My guess: it's the price at which they make more money than if they rent the TPUs to other companies.
The Gemini team has had trouble securing enough TPUs for their user's needs. They struggle with load and their rate limits are really bad. Maybe at a higher price, they have a better chance at getting more TPUs assigned?
Just because you are vertically integrated doesn't mean you get to discount the one business units products to the other. Doing so discounts the opportunity cost you pay and is just bad accounting.
You have free local models for most tasks, $20 subscriptions for near-frontier intelligence, and API per token costs for frontier intelligence.
Flash seems to be targeting the near-frontier category.
I think frontier models will be invaluable for scientific research, defense, financial analysis and such. But the average person probably would be reasonably well-served with a local model.
If you're in sales, customer service, product management and such - the leading open models at the 30B mark are already good enough.
Open-source model inference providers (who do not have to bear the cost of training) seem able to do it at much lower prices.
https://www.together.ai/pricing
https://fireworks.ai/pricing#serverless-pricing (scroll down to headline models)
Of course, it's possible that they are burning through investor cash as well, and apples-to-apples comparisons are not possible because AFAIK Google does not mention the size/paramcount for 3.5 Flash.
But if the prevailing wisdom is true, I think it's actually encouraging. It suggests that OpenAI and Anthropic could perhaps, if they need to, achieve profitability if they slow down model development and focus on tooling etc. instead. If true that's probably good news for everybody w.r.t. preventing a bursting of this economic bubble.

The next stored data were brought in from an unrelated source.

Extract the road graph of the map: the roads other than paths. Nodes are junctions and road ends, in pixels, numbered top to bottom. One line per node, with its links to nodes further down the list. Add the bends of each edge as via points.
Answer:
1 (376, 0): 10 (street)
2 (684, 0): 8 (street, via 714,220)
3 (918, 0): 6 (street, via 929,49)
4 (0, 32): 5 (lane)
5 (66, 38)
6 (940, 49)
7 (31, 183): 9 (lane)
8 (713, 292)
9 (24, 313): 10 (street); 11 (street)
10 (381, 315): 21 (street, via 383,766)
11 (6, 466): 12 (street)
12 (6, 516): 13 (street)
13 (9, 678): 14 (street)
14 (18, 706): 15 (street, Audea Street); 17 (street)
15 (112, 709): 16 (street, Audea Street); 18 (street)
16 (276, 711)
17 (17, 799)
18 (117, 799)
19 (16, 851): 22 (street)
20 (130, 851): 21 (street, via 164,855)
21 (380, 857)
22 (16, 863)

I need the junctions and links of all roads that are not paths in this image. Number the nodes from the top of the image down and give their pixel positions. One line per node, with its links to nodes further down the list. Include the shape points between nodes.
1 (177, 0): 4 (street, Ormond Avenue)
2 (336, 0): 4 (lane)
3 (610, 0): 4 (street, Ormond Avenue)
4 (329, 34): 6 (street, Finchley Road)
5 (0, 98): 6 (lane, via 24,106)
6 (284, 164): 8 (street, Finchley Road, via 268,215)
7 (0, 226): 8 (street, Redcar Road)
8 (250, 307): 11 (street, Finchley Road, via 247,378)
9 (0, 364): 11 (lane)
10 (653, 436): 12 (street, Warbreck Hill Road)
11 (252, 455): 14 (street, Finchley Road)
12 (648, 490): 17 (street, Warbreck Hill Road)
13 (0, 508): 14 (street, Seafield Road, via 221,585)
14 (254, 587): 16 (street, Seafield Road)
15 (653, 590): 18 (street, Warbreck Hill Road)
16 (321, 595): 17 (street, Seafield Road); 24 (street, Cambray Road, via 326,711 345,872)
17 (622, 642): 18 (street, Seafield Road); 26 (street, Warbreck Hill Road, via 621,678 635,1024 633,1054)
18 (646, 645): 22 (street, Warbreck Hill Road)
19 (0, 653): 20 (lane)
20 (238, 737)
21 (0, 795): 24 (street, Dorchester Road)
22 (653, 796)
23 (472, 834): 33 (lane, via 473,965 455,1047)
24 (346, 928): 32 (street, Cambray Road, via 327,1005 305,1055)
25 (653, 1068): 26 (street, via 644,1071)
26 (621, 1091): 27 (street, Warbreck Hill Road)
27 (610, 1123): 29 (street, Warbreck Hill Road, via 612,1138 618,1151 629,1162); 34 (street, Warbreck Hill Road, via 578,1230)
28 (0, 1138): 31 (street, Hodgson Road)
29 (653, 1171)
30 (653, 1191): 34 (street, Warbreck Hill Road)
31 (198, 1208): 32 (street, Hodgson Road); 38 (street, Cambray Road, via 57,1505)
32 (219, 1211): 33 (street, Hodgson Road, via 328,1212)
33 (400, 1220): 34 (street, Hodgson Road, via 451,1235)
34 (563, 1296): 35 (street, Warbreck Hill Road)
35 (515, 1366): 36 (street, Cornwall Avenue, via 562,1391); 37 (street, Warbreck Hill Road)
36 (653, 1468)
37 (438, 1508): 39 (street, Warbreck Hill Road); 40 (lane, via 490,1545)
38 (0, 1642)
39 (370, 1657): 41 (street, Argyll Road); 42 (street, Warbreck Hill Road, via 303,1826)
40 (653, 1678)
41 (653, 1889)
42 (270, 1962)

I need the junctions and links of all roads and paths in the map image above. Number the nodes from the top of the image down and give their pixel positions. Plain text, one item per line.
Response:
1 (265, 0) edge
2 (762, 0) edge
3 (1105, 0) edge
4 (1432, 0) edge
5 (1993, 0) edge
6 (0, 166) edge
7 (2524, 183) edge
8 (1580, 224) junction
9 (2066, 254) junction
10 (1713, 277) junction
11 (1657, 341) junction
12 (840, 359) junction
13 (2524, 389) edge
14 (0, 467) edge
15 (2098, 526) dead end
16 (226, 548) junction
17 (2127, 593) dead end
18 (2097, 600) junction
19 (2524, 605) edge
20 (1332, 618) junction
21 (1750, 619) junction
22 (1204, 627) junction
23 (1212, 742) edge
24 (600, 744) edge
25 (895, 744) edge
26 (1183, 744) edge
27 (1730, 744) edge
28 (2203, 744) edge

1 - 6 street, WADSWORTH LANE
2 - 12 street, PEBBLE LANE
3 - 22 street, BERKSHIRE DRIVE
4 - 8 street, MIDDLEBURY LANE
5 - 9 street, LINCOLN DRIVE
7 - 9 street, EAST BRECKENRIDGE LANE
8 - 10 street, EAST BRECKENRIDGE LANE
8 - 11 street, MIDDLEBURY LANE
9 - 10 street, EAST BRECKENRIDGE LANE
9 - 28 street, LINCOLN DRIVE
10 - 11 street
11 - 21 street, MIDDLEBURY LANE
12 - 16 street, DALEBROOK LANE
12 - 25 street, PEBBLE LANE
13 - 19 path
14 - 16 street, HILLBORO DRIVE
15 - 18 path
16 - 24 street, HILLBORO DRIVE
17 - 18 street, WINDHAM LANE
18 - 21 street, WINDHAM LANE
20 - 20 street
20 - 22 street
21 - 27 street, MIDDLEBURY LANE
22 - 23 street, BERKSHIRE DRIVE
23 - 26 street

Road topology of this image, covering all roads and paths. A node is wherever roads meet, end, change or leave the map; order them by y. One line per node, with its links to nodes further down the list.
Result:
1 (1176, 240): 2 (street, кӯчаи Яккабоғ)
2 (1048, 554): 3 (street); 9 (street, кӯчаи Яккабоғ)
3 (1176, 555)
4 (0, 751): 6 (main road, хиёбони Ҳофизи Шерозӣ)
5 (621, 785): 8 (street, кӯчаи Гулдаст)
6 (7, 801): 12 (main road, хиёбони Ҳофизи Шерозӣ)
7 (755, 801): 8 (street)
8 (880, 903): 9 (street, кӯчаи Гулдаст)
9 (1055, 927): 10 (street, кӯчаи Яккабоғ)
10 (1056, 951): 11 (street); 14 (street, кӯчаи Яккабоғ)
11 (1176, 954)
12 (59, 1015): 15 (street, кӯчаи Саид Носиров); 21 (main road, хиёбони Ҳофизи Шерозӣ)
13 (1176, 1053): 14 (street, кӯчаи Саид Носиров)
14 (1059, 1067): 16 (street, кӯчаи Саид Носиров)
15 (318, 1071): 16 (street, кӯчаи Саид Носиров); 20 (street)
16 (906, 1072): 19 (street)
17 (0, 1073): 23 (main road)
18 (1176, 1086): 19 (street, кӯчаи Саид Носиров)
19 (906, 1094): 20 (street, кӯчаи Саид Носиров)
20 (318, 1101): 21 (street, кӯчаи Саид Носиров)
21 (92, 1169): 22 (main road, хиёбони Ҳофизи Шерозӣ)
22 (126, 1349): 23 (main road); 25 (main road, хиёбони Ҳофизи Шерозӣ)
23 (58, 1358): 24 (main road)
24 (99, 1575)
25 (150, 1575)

...my opinions here are of course, conjecture built on top of conjecture....
I think you're right that releasing models at a slower cadence would bring down costs to some degree, but it's not clear how much. All of these companies could significantly reduce their opex but at the risk of falling behind in terms of being at the frontier.
The economic value increases non-linearly as models get more intelligent: being 10% more capable unlocks way more than 10% in downstream value.
That's trouble because the non-linear component means at some point their margins will stop primarily defined by the cost of compute, and start being dominated by how intelligent the model is.
At that point you can expect compute prices to skyrocket and free capacity to plummet, so even if you have a model that's "good enough", you can't afford to deploy it at scale.
(and in terms of timing, I think they're all well under the curve for pricing by economic value. Everyone is talking about Uber spending millions on tokens, but how much payroll did they pay while devs scrolled their phones and waited for CC to do their job?)